Exercise:
Set down all of the data exactly. Pictures stay out of the copy.

Data for analysis:
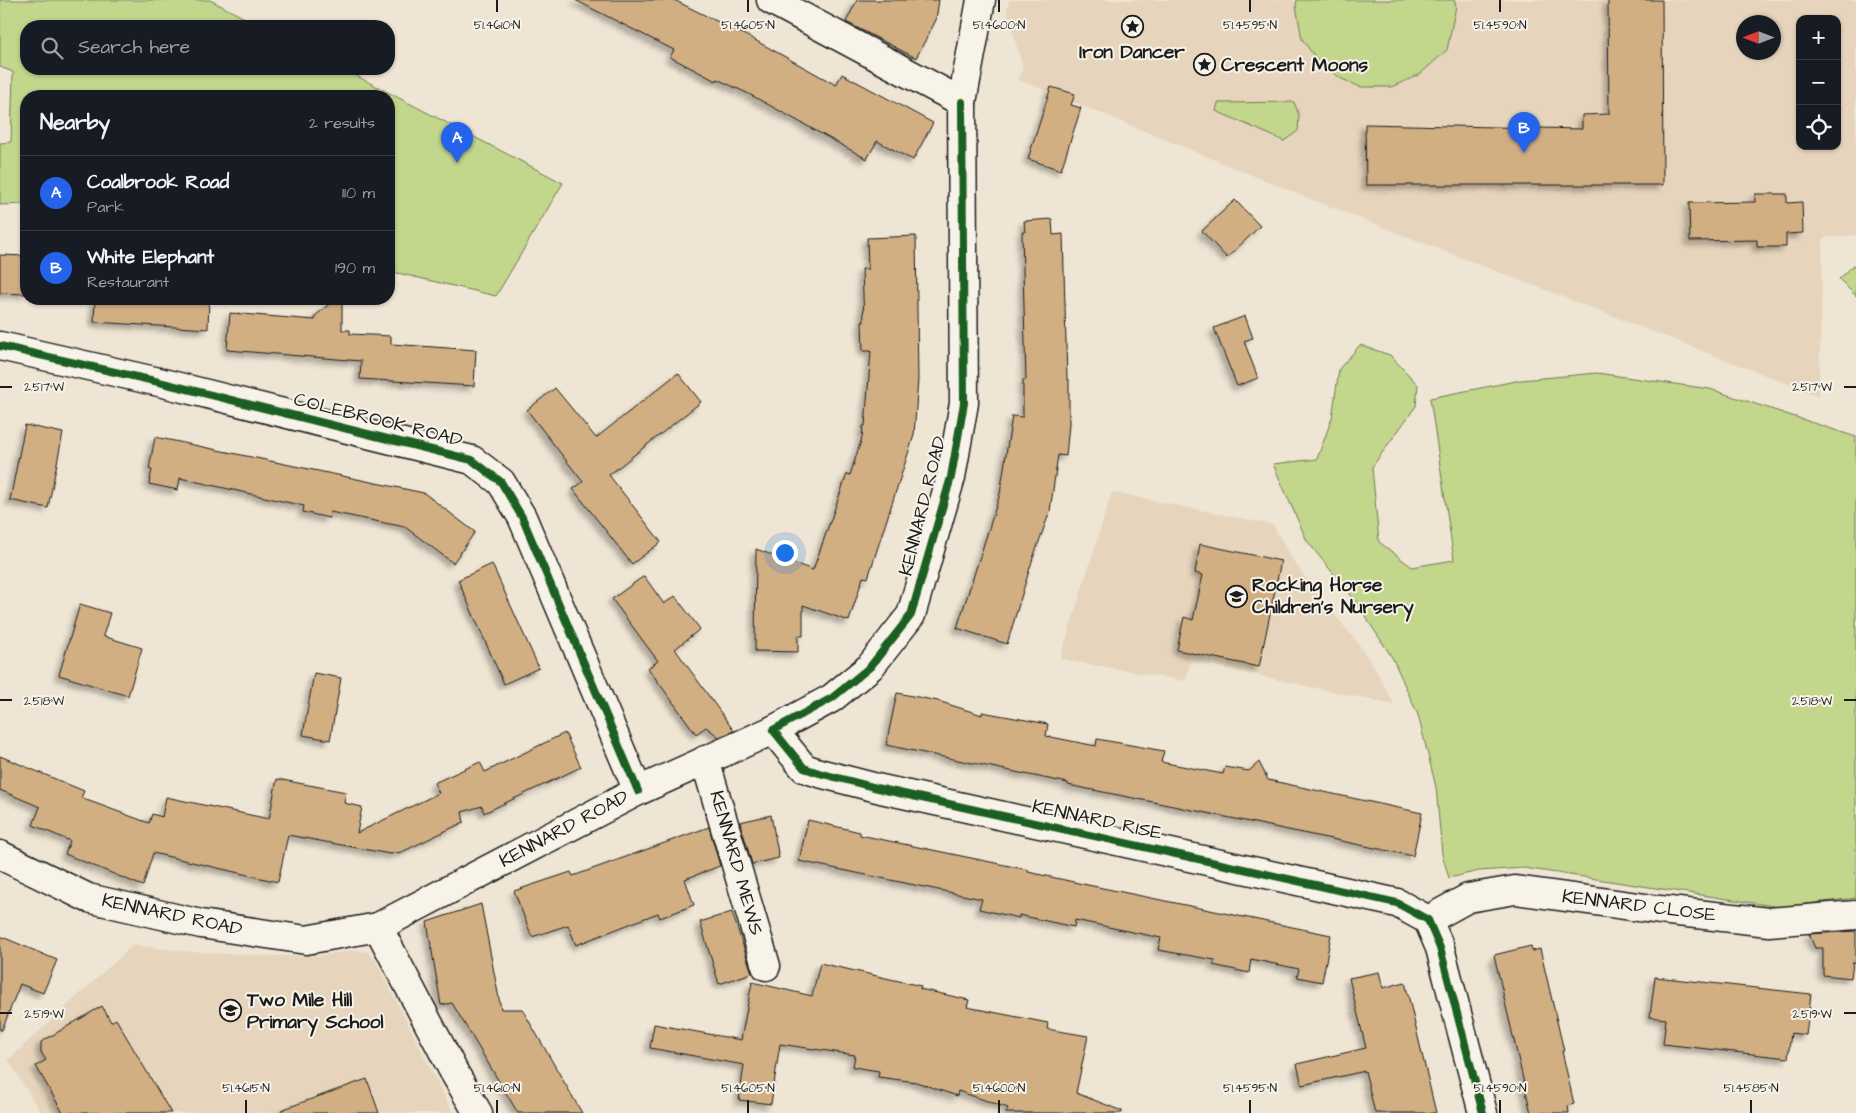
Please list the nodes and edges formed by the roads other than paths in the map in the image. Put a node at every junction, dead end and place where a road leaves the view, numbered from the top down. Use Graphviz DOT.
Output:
graph roads {
  1 [pos="771,0"];
  2 [pos="981,0"];
  3 [pos="962,102"];
  4 [pos="1,349"];
  5 [pos="772,730"];
  6 [pos="705,760"];
  7 [pos="638,791"];
  8 [pos="0,855"];
  9 [pos="1856,915"];
  10 [pos="1428,920"];
  11 [pos="378,927"];
  12 [pos="766,966"];
  13 [pos="478,1113"];
  14 [pos="1483,1113"];
  1 -- 3 [label="street"];
  2 -- 3 [label="street, KENNARD ROAD"];
  3 -- 5 [label="street, KENNARD ROAD"];
  4 -- 7 [label="street, COLEBROOK ROAD"];
  5 -- 6 [label="street, KENNARD ROAD"];
  5 -- 10 [label="street, KENNARD RISE"];
  6 -- 7 [label="street, KENNARD ROAD"];
  6 -- 12 [label="street, KENNARD MEWS"];
  7 -- 11 [label="street, KENNARD ROAD"];
  8 -- 11 [label="street, KENNARD ROAD"];
  9 -- 10 [label="street, KENNARD CLOSE"];
  10 -- 14 [label="street"];
  11 -- 13 [label="street"];
}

Answer to this problem:
Please list the nodes and edges formed by the roads other than paths in the map in the image. Put a node at every junction, dead end and place where a road leaves the view, numbered from the top down. Use Graphviz DOT.
Output:
graph roads {
  1 [pos="771,0"];
  2 [pos="981,0"];
  3 [pos="962,102"];
  4 [pos="1,349"];
  5 [pos="772,730"];
  6 [pos="705,760"];
  7 [pos="638,791"];
  8 [pos="0,855"];
  9 [pos="1856,915"];
  10 [pos="1428,920"];
  11 [pos="378,927"];
  12 [pos="766,966"];
  13 [pos="478,1113"];
  14 [pos="1483,1113"];
  1 -- 3 [label="street"];
  2 -- 3 [label="street, KENNARD ROAD"];
  3 -- 5 [label="street, KENNARD ROAD"];
  4 -- 7 [label="street, COLEBROOK ROAD"];
  5 -- 6 [label="street, KENNARD ROAD"];
  5 -- 10 [label="street, KENNARD RISE"];
  6 -- 7 [label="street, KENNARD ROAD"];
  6 -- 12 [label="street, KENNARD MEWS"];
  7 -- 11 [label="street, KENNARD ROAD"];
  8 -- 11 [label="street, KENNARD ROAD"];
  9 -- 10 [label="street, KENNARD CLOSE"];
  10 -- 14 [label="street"];
  11 -- 13 [label="street"];
}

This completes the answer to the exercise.